| Dear Deirdre,
This isn’t very important, but putting aside ML-KEM’s massive key size increase over X25519, the claim that ML-KEM is almost twice as fast as X25519 is highly dependent on hardware optimizations, as far as I’m aware, and is not always true.
It could become increasingly universally true over the coming years though, as hardware optimizations to accommodate ML-KEM become more common. For example, I think Apple hardware recently implemented SHA3 as a CPU instruction, and that certainly would give ML-KEM a big speed boost! Nadim Kobeissi Symbolic Software • https://symbolic.software > In particular when the use of hybrid crypto comes with negligible overhead, as for ML-KEM + ECC.

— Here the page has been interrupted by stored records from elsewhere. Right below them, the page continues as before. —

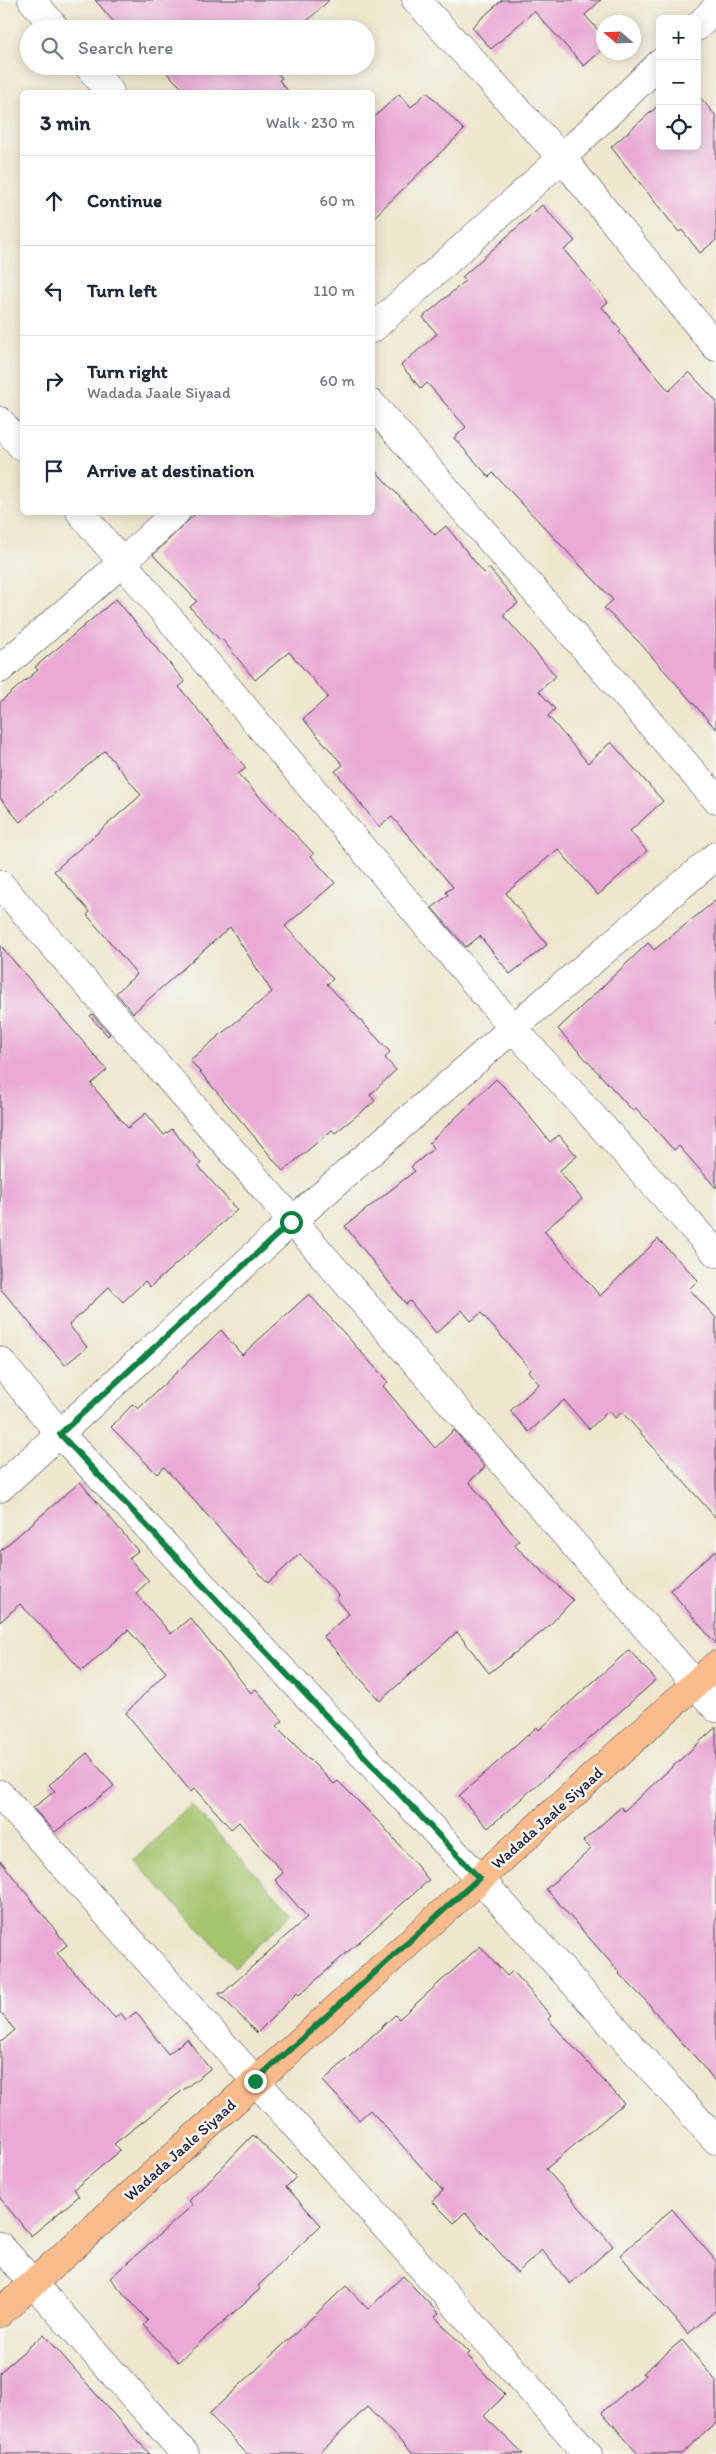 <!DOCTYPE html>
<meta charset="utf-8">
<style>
:root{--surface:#fff;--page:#f2f2f3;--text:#1f2937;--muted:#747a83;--line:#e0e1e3}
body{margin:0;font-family:Itim,sans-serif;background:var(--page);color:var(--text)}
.controls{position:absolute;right:15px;top:15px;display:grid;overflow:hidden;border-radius:8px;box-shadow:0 2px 12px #0003}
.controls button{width:45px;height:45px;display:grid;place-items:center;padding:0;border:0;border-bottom:1px solid var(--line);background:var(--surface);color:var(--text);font:25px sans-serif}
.compass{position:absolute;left:596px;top:15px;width:45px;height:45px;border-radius:50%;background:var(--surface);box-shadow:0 2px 12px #0003;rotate:289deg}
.stop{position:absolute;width:15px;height:15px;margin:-11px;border:4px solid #0b8043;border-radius:50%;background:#fff}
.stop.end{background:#0b8043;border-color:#fff;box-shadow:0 1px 5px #0008}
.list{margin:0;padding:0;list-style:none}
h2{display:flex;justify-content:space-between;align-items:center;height:65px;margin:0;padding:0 20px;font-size:21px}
h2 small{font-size:16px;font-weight:400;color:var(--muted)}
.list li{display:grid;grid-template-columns:32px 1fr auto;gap:15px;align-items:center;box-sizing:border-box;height:90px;padding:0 20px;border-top:1px solid var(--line)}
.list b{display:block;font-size:19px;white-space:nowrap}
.list p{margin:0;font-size:16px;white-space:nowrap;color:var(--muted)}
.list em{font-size:16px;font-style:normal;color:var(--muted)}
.icon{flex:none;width:28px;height:28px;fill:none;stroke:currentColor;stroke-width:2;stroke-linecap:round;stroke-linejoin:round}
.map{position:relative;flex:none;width:716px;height:2454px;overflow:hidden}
.search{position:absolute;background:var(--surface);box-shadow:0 2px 12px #0003;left:20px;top:20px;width:355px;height:55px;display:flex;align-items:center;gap:12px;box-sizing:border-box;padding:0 18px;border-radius:28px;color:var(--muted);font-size:19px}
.panel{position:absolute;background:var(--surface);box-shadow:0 2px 12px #0003;left:20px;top:90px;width:355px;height:425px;border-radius:8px}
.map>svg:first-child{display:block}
.green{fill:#a4c46d;stroke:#637354}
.building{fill:#eaaad5}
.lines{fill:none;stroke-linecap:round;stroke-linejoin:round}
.minor-casing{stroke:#414051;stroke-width:29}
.major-casing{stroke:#414051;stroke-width:29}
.minor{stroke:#fff;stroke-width:28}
.major{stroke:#fabb8c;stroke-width:28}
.route{stroke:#0b8043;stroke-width:6}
.labels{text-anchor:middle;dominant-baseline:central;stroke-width:5;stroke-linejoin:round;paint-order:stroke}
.street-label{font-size:16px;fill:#22223b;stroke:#f6f6f2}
</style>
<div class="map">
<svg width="716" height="2454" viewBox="0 0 716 2454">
<rect width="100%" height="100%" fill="#f6f6f2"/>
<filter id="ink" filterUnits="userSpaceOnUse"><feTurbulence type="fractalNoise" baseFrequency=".02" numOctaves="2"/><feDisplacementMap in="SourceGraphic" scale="10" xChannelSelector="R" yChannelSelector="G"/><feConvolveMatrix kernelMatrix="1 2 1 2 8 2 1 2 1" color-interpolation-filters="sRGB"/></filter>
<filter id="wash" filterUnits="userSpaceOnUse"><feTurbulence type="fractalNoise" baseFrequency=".0096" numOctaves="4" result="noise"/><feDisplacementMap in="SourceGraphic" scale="20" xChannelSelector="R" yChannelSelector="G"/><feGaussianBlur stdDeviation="1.12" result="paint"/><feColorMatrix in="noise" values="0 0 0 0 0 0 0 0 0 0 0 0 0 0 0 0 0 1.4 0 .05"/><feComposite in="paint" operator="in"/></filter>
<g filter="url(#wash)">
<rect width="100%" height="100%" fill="#eee7ce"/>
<path class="green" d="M191 1805 292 1913 235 1967 134 1860Z"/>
<g id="blocks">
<g class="building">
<path d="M95 0H329L299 29H120Z"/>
<path d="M502 0H601L585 15 604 37V48L584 66 534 11 491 49 472 27Z"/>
<path d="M156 66H271L282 78 279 80 289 92H186L163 69 160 72Z"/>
<path d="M427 92 464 130 372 219V119L399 94 411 107Z"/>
<path d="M697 94 716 116V240L700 253 682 230 679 232 611 147 660 104V146H697Z"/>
<path d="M542 205 575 241 564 250 608 302 602 307 621 330 619 332 669 391 689 372 716 401V729L638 641 604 608 613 600 493 473 489 477 454 438 466 427 427 383 421 389 401 365 437 334 423 317 465 281 462 277Z"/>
<path d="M372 467 435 535 446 526 484 573 489 568 518 603 503 615 556 676 539 691 555 709 548 716 588 763 611 742 663 801 630 831 647 851 598 895 558 849 506 893 547 945 510 974 480 936 466 947 432 908 448 895 446 892 453 887 392 817 379 827 335 771 343 765 303 719 328 697 289 652 255 680 222 639 220 640 190 607 197 601 153 555 197 512H372Z"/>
<path d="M116 599 185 682 179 687 246 768 238 774 314 854 311 856 335 883 285 926 333 979 327 984 390 1052 385 1058 396 1070 370 1095 375 1101 335 1133 332 1130 283 1171 190 1060 272 992 230 927 133 1013 116 993 137 974 87 915 90 912 54 871 141 795 105 751 20 822 0 798V702L38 670 35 667Z"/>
<path d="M716 900V1188L679 1146 674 1150 636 1108 633 1111 558 1029 648 943 654 950Z"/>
<path d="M0 945 107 1070 91 1084 128 1128 146 1113 164 1135 172 1129 201 1163 198 1166 237 1210 150 1287 145 1281 123 1302 109 1287 69 1325 87 1347 65 1365 0 1288Z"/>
<path d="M92 1014 110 1034 108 1036 90 1016Z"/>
<path d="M496 1079 515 1098 550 1142 559 1135 577 1156 559 1171 582 1199 544 1231 600 1296 658 1239 698 1280 689 1289 716 1318V1518L622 1412 615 1418 609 1411 589 1429 564 1400 529 1432 510 1411 539 1384 528 1371 530 1369 481 1313 471 1321 462 1310 436 1333 410 1301 406 1304 345 1226 415 1171 411 1167 434 1148 429 1143Z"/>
<path d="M309 1294 388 1382 383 1386 435 1448 454 1430 485 1467 469 1482 519 1541 514 1545 573 1600 547 1628 489 1673 457 1632 380 1701 323 1636 349 1614 336 1598 339 1596 300 1554 268 1583 164 1467 157 1474 111 1427 133 1404 138 1409 221 1330 242 1355Z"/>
<path d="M80 1482 138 1551 129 1558 149 1581 136 1593 171 1634 190 1618 251 1693 256 1689 283 1721 276 1726 334 1784 338 1781 383 1826 429 1880 299 1995 297 1993 257 2033 218 1993H223L307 1917 275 1880 283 1873 239 1822 231 1829 195 1788 191 1792 126 1713 166 1672 128 1630 82 1671 49 1634 20 1604 0 1622V1551Z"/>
<path d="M716 1550V1644L670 1590Z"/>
<path d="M629 1650 656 1680 488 1828 459 1796 537 1727 539 1730Z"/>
<path d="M716 1727V2082L685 2045 684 2046 645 2000 619 1974 620 1973 546 1889 591 1849 583 1841 621 1807 624 1811Z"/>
<path d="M87 1753 114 1786 55 1832 33 1808 55 1791 49 1785Z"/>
<path d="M0 1860 67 1945 57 1953 115 2018 121 2013 126 2020 136 2012 168 2054 187 2039 210 2069 114 2144 120 2151 74 2189 79 2196 31 2236 0 2198V2043L15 2030 0 2012Z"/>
<path d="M480 1946 507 1976 513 1971 551 2016 548 2019 624 2103 546 2169 613 2246 570 2284 542 2250 517 2273 465 2212 454 2223 432 2201 443 2191 370 2110 359 2120 323 2081 395 2015 399 2019Z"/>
<path d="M253 2135 296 2177 286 2187 321 2225 258 2286 260 2289 178 2362 144 2325 148 2321 110 2278 193 2205 189 2201Z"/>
<path d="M672 2209 716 2261V2310L688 2334 620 2255Z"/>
<path d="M403 2276 439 2314 435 2317 470 2353 467 2355 505 2395 484 2416 523 2454H413L367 2407 319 2454H247L209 2414 346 2286 368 2309Z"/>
<path d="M44 2334 115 2416 150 2454H0V2372Z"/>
<path d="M682 2340 716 2381V2423L681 2454H638L602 2412 646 2375 643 2373Z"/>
</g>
</g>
</g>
<g filter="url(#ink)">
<use href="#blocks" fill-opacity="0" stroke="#414051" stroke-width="1"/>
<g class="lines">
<g class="minor-casing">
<g id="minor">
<path d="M32 0 56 29"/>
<path d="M416 0 562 158 716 347"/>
<path d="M697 27 716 8"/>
<path d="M88 66 110 92"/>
<path d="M372 329 562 158 660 63"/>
<path d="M372 404 716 799"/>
<path d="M0 421 22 447"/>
<path d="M80 512 513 1028 716 1253"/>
<path d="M0 669 124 561 176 512"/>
<path d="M0 884 716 1708"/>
<path d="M0 1361 60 1434 479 1878 716 2140"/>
<path d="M0 1488 291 1222 513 1028 716 856"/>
<path d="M0 1794 588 2454"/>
<path d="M0 2246 185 2454"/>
</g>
</g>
<g class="major-casing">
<path id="major" d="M0 2313 716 1665"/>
</g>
<use href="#minor" class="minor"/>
<use href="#major" class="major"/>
</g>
</g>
<g class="lines" filter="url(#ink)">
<path class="route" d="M255 2081 479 1878 60 1434 291 1222"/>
</g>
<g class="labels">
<g class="street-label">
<text transform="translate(547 1818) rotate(-42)">Wadada Jaale Siyaad</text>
<text transform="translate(180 2150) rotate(-42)">Wadada Jaale Siyaad</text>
</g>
</g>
</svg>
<div class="controls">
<button>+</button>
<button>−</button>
<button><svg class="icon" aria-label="locate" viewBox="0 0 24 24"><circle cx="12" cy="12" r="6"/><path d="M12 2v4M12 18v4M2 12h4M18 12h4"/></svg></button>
</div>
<svg class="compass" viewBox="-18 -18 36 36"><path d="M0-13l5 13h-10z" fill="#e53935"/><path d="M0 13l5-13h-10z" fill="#747a83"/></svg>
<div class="stop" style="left:291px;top:1222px"></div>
<div class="stop end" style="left:255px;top:2081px"></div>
<div class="search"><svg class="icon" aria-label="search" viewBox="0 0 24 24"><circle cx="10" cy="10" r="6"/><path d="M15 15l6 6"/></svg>Search here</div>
<section class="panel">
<h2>3 min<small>Walk · 230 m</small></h2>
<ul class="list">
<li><svg class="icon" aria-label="ahead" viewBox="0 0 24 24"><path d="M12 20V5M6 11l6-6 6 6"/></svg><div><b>Continue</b></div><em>60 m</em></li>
<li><svg class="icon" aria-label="left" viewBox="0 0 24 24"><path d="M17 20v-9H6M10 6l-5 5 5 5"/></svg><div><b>Turn left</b></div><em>110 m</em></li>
<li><svg class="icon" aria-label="right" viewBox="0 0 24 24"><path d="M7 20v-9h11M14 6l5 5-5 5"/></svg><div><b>Turn right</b><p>Wadada Jaale Siyaad</p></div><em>60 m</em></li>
<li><svg class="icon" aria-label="arrive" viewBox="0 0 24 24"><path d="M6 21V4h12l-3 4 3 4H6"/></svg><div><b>Arrive at destination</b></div></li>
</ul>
</section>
</div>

> Am 27.02.2026 um 21:16 schrieb Ilari Liusvaara <[email protected]>:
> - There does not seem to be any evidence that ML-KEM is weak. I think
> that if ML-KEM gets badly broken, it will be for unforeseeable reasons
> (which is a risk for any cryptographic algorithm, including prime-
> field ECC).
Except that for a hybrid mode, both ML-KEM and ECC must be broken simultaneously.
I think it is unwise to rely *only* on ML-KEM (or any other scheme based on relatively new hardness assumptions), and currently do not support any draft that does not use hybrid cryptography. In particular when the use of hybrid crypto comes with negligible overhead, as for ML-KEM + ECC.
For almost every broken cryptosystem there was a time when there seemed to be no evidence that it is weak. ML-KEM still needs to stand the test of time.